:: DIRECTIONS ::
The answer is every line of the records that holds the word "ngilima", copied in full.

*** Begin section ***

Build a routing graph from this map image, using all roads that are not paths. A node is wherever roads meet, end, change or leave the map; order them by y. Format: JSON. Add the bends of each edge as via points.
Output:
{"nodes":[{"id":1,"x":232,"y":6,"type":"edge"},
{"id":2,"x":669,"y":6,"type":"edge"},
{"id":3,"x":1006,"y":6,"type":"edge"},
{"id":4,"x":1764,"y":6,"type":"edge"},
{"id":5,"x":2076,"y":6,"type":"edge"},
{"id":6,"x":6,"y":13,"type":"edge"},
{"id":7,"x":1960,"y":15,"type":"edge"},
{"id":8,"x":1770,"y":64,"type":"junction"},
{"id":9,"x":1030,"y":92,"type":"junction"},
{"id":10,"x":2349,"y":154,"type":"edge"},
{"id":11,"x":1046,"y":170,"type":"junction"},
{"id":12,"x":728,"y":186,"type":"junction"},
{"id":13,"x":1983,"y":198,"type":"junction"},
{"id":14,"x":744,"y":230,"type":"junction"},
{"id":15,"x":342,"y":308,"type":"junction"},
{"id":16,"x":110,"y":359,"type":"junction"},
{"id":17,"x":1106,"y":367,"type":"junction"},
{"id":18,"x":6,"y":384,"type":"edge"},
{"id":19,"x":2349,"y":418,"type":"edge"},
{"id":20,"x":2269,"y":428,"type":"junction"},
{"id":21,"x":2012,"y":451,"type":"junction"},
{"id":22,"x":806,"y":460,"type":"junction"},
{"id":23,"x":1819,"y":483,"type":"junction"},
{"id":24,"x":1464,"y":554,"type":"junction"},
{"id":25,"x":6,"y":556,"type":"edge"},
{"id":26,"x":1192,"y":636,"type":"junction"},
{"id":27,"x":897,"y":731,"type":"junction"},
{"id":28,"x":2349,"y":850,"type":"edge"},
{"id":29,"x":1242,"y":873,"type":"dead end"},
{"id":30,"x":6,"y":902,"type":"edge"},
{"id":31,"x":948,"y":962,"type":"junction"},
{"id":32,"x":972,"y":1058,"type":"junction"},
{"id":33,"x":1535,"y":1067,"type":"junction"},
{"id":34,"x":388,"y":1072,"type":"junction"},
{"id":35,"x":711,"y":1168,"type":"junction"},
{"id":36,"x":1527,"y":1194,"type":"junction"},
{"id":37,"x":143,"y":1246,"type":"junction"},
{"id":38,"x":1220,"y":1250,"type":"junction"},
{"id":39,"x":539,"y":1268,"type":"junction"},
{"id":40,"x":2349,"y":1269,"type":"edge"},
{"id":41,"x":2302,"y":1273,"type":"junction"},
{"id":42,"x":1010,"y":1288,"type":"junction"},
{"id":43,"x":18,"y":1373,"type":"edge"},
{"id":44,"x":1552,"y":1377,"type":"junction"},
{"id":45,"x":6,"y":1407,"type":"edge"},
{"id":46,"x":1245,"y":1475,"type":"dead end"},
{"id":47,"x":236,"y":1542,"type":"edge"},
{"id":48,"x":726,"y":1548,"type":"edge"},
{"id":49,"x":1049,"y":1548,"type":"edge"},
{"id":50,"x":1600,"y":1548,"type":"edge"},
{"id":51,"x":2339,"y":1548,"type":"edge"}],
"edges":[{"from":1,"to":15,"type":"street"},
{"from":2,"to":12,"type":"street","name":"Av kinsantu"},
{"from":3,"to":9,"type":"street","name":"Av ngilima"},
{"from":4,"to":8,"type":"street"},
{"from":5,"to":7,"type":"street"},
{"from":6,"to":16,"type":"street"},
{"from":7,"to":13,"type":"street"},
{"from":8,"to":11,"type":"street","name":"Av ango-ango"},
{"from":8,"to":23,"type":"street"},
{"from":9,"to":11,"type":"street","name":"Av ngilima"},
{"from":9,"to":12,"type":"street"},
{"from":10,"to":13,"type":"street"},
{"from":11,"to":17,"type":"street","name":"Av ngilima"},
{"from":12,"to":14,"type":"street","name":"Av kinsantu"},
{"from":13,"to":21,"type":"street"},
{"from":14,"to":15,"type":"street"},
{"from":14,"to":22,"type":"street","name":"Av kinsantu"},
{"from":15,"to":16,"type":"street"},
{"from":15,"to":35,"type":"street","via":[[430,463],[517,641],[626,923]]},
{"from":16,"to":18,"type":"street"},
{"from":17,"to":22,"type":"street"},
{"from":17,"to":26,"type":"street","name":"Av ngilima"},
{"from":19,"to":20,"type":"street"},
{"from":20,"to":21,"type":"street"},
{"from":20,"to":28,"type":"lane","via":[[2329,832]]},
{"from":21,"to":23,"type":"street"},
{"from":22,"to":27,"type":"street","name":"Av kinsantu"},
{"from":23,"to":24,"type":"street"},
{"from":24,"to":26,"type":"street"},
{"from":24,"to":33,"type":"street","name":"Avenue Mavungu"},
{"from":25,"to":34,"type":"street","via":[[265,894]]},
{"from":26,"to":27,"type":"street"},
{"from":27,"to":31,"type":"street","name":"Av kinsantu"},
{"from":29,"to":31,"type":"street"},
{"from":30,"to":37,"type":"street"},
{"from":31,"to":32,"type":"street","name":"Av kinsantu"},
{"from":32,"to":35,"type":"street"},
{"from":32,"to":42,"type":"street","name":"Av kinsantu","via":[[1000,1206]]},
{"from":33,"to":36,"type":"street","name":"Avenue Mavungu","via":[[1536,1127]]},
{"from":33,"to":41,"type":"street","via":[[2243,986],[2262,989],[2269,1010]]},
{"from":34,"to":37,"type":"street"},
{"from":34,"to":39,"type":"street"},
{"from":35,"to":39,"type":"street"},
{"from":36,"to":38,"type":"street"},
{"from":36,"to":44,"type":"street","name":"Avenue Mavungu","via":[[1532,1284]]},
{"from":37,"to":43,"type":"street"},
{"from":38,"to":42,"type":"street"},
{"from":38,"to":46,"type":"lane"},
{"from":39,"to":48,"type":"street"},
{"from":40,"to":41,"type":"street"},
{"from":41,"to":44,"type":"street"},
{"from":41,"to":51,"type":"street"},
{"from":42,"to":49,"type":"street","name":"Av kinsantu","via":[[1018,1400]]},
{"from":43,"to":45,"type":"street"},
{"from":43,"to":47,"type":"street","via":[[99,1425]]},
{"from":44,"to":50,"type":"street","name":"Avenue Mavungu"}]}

*** End section ***

:: WRITTEN ANSWER ::
{"from":3,"to":9,"type":"street","name":"Av ngilima"},
{"from":9,"to":11,"type":"street","name":"Av ngilima"},
{"from":11,"to":17,"type":"street","name":"Av ngilima"},
{"from":17,"to":26,"type":"street","name":"Av ngilima"},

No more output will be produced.